Kini ku seperti tidak bisa merasakan apa-apa lagi kecuali rasa sakit ini. Kukira musik
ini dapat menenangkanku, namun ia justru membuat jantungku ikut berdetak seturut alunan
piano itu. Membuatku dapat merasakan darah yang dipompa dengan lebih cepat oleh
jantungku dan membuatku terisak. Kurasakan aliran air menyapu pipiku yang kering dengan
hangat. Sama seperti lagu yang mengaliri perasaanku yang hampa dengan sejuta kenangan
tentangmu.

***

Itu Lyn, gadis itu terlihat sangat sedih seiring kepergianku. Aku tidak menyangka bila
dia menaruh rasa padaku. Akupun tidak pernah tau akan hal itu, selama aku bersamanya dan
semasa hidupku. Ia pun memperlakukanku seperti layaknya teman biasa.

Hidupku hancur ketika orangtuaku saling beradu dan akhirnya berpisah. Mereka
seolah tidak peduli lagi pada anak-anaknya. Dulu, aku sempat merasa tiada orang yang peduli
padaku lagi. Itu semua membuatku tertekan sehingga botol-botol itu yang menenangkanku.
Minuman itu selalu mengalirkan kehangatan sepanjang kerongkonganku. Dan menenangkan
hatiku sesaat ketika aku merasa kesepian dibalik wajah yang bagai tanpa beban.

Nilaiku mendadak jatuh. Akupun tak dapat bertahan di sekolahku semula dan
memaksaku berpindah. Aku berpindah ke sekolah di kota lain, di sana ada kakakku yang
telah memilih bersekolah di situ. Untunglah sekolah itu menerimaku.

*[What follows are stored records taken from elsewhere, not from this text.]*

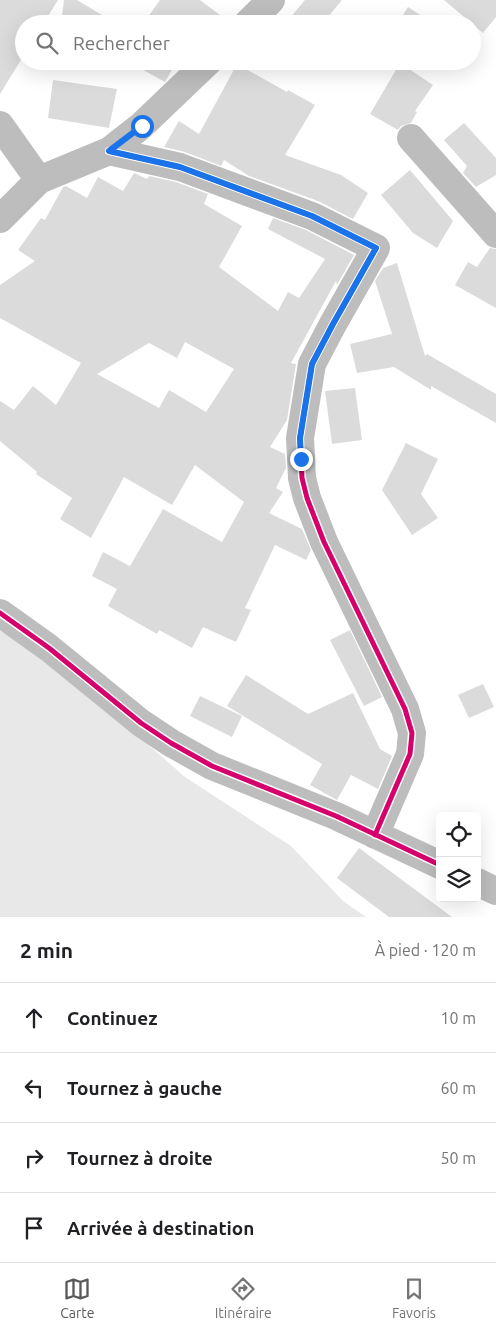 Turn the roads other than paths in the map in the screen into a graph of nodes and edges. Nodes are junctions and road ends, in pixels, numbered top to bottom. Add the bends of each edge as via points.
1 (271, 0) edge
2 (256, 15) edge
3 (200, 70) edge
4 (0, 125) edge
5 (411, 138) dead end
6 (109, 151) junction
7 (39, 180) junction
8 (0, 219) edge
9 (496, 234) edge
10 (0, 613) edge
11 (375, 834) junction
12 (436, 863) edge
13 (481, 884) edge
14 (496, 891) edge

1 - 2 street
3 - 6 street via 164,106
4 - 7 street
5 - 9 street
6 - 7 street
6 - 11 street via 180,167 312,216 376,248 312,364 300,438 302,478 324,542 405,709 412,733 410,754
7 - 8 street
10 - 11 street via 171,743 212,766
11 - 12 street
13 - 14 street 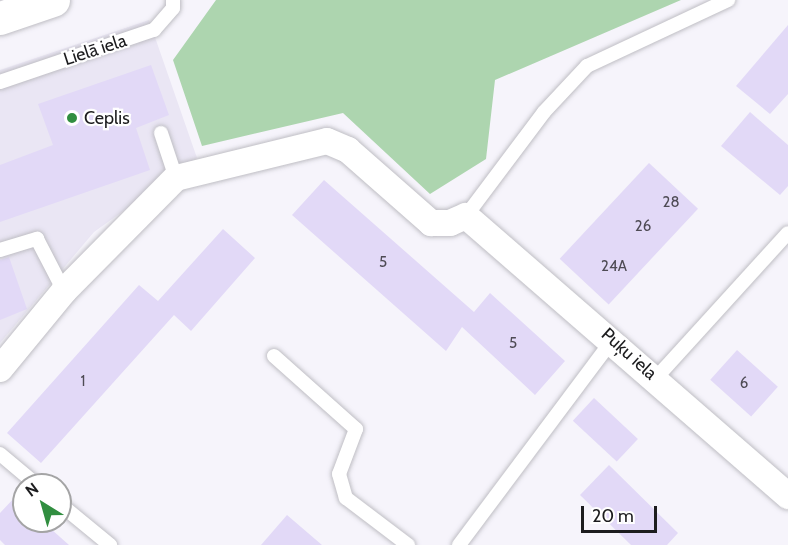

Seiring berjalannya waktu aku menemukan sosok kak Leon yang memperhatikan aku.
Aku sempat merasa dialah satu-satunya orang yang masih peduli padaku. Dan di sekolah baru
itu pula, aku bertemu Lyn, ia adalah gadis yang manis. Gadis lugu itu... ia yang kuingat selalu
tanpa tau penyebabnya dan mengapa. Hanya dia. Bahkan kutemukan secarik keinginan untuk
dapat di sampingnya selalu.

Tetapi kupendam perasaan itu dan ingin kubuang jauh-jauh, Aku tidak ingin
menggores hati saudaraku yang juga mengagumi Lyn. Kak Leon adalah satu-satunya orang
yang membuatku sadar bahwa aku masih mempunyai seorang keluarga saat itu, dan aku tidak
mungkin merebut apa yang ada di hatinya. Menyaksikan kak Leon dan Lyn bersama kadang
kala membuatku tersenyum. Bukankah memang seharusnya bersuka bila orang-orang yang
kukasihi bahagia? Membiarkan mereka tertawa lepas dan membuat kakakku sangat senang.
Namun, tak bisa kupungkiri itu tetap menyisakan sedikit perih.

Akupun hanya bisa berusaha menghilangkan sosok gadis dalam anganku dengan bir
ataupun perlahan mencari sesosok gadis lain. Tapi itu tak berguna, sedikitpun tidak dapat
menyingkirkan bayang-bayang Lyn. Dan bir itu, ia hanya menyingkirkan nyawaku.